Tao's mother had a meningeal tumor, and it was driving the family deep into debt.

But the story had a happy ending for everyone. The family appeared on CCTV on Monday evening to tell their story. The rural cooperative medical care system, launched in 2003, eased the family's financial burden. The mother got better and the daughter graduated, going on to work in Beijing.

Tao's mother had surgery in Shanghai last June, which cost the family 60,000 yuan (8,451 U.S. dollars), most of it borrowed from relatives. Two months later, her mother got 18,000 yuan in reimbursement from the local medical insurance authority in Changfeng county in eastern Anhui Province.

"It saved my wife and my daughter. Without help from the government, I would have had to quit," said the father, Tao Jihe, who makes a living by making meat buns in Gangji town.
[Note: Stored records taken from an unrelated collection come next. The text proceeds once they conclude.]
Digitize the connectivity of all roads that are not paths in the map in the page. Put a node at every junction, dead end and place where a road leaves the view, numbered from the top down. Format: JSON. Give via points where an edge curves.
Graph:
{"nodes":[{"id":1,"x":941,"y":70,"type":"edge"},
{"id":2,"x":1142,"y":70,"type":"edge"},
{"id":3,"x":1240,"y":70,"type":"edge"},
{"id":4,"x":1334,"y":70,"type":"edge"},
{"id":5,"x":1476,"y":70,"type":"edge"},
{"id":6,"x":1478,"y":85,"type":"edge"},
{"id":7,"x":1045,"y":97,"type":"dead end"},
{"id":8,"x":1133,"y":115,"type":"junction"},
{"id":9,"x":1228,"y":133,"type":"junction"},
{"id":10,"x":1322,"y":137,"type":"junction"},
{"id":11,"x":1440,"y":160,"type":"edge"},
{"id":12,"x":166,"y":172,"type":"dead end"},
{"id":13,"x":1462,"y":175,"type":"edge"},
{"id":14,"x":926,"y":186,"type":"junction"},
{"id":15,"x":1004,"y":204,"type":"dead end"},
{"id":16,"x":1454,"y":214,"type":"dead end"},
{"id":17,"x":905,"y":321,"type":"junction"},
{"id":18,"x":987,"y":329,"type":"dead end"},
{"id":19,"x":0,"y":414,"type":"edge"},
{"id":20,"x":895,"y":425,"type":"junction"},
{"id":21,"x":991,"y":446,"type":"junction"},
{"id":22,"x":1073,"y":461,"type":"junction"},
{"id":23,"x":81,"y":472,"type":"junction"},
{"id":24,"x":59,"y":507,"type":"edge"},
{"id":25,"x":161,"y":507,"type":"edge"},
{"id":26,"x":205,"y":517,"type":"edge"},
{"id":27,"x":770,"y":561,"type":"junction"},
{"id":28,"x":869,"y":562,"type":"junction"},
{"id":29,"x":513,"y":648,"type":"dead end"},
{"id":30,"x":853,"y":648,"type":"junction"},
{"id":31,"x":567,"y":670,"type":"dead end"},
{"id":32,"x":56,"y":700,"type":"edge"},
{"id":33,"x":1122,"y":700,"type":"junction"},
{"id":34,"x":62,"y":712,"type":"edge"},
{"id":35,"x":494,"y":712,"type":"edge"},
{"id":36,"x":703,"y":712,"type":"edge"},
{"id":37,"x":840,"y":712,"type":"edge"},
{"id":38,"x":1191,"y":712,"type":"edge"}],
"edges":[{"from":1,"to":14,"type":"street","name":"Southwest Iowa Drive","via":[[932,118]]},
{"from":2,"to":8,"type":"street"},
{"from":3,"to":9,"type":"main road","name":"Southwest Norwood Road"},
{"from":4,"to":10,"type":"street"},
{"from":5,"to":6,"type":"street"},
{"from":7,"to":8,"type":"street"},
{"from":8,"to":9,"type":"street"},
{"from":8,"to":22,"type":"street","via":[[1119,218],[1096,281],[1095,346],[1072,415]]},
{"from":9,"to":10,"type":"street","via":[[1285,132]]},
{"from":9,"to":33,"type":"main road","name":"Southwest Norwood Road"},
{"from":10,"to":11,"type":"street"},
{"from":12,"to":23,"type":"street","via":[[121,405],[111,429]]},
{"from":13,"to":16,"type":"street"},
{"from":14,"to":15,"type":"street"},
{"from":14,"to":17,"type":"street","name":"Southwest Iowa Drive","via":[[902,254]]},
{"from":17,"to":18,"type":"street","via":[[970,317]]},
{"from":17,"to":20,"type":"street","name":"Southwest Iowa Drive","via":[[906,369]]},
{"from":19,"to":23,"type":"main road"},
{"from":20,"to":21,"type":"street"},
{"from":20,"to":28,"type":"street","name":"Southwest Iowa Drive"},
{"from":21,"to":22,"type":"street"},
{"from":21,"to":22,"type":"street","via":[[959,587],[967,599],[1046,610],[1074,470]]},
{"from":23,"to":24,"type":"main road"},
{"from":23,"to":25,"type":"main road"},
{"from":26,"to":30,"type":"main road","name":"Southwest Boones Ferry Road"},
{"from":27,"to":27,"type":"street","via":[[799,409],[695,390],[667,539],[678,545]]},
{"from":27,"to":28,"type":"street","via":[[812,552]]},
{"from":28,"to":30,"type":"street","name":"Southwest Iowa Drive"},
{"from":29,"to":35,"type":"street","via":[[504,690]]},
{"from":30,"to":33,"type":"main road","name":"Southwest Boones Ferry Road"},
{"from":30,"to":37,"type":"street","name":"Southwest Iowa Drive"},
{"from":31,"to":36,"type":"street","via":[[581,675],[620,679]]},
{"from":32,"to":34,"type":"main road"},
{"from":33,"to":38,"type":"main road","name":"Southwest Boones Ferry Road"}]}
His annual income is around 10,000 yuan.

A national health survey in 2003 revealed that about 73 percent of those in rural areas who should have had medical treatment didn't do so for fear of the costs.

The plight of farmers prompted national leaders to move to set up rural medical cooperatives and a nationwide safety net of minimal medical insurance.

The central government began to promote the new cooperative medical care program in 2003. A farmer participant pays 10 yuan a year, while the state, provincial, municipal and county governments jointly contribute 40 yuan for the cooperative fund.

Participants can get partial reimbursement (55 to 65 percent) for hospital expenses. Rates vary according to the illness and the hospital charges.

The rural scheme covered 730 million farmers, or 86 percent of the total, as of the end of September and is anticipated to cover all rural residents this year, Vice Premier Wu Yi told a national conference in mid-February.

The fund paid out about 59.1 billion yuan over the past five years in reimbursements for 920 million claims, according to the health ministry.

However, poorly-equipped clinics and a shortage of medical staff have restricted the quality and availability of care for farmers.

Hou Lu, a member of the 11th National Committee of the Chinese People's Political Consultative Conference, China's top advisory body, will hand in a proposal at the ongoing conference urging more investment in village hospitals and higher salaries for grassroots medical staff.

"First we build the temple, then we invite the gods," said Wang Jinshan, Party chief of Anhui province on Saturday.

The province will earmark funds in its 11th five-year plan (2006-2010) to build 1,230 standardized town hospitals and 10,000 village clinics to provide more service for farmers and ease pressure on urban hospitals.

To improve the medical skills of town and village doctors, the province will choose 1,000 experienced doctors annually from city hospitals to work in grassroots hospitals to train rural doctors. The same number of local doctors will go to top city hospitals for training, Wang said.

"I'm confident that our life will be better as the government has been giving us more care," said Tao Jihe.